I noticed that the ApiParse module sets a number of ParserOptions options which are not represented in ParserOptions::optionsHash(), specifically enableLimitReport(), setIsPreview() and setIsSectionPreview(). It calls WikiPage::getParserOutput() with these options, which will cause the parser cache to be polluted with the specified options.
In https://gerrit.wikimedia.org/r/#/c/233344 , in addition to adding setTidy() to the list of modified options, I proposed rectifying the parser cache pollution by having ApiParse skip the parser cache when the relevant API module parameters are specified.

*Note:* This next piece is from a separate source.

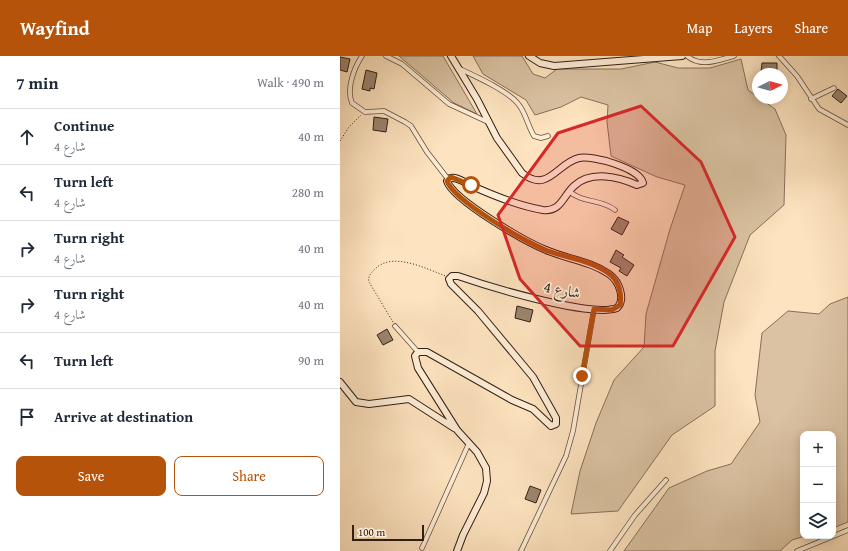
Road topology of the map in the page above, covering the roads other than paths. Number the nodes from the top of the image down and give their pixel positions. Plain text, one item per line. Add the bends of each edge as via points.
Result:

In code review, Brad pointed out that the pollution issue may wider than just ApiParse, and suggested having WikiPage::getParserOutput() validate the ParserOptions object. So I did a caller survey, which I will post below. It shows two callers that are polluting the parser cache: ApiParse and GeoData.
GeoData uses the ParserOptions constructor with no parameters. The ParserOptions constructor is intended for message parsing and the like and so does not call setTidy() and enableLimitReport(), and these options are not in optionsHash(). So GeoData pollutes the parser cache with untidied output.
Design notes and open questions:
- ParserOptions has a lot of options (~35), and more are frequently added. So validation of the ParserOptions object may need a more abstract concept of an "option" and the ability to iterate over them.
- When adding new options, adding validation should be simple and obvious, so that developers do not omit it.
- Is skipping the cache an appropriate response to GeoData's incorrect construction of ParserOptions? We could throw an exception instead. We could provide a separate validation interface, and callers could opt in to skipping the cache.
- Wikidata uses ParserOptions::addExtraKey() to avoid polluting the cache. How can this be reflected in validation? Should addExtraKey() be replaced with a method which tells us which options are to be excluded from validation?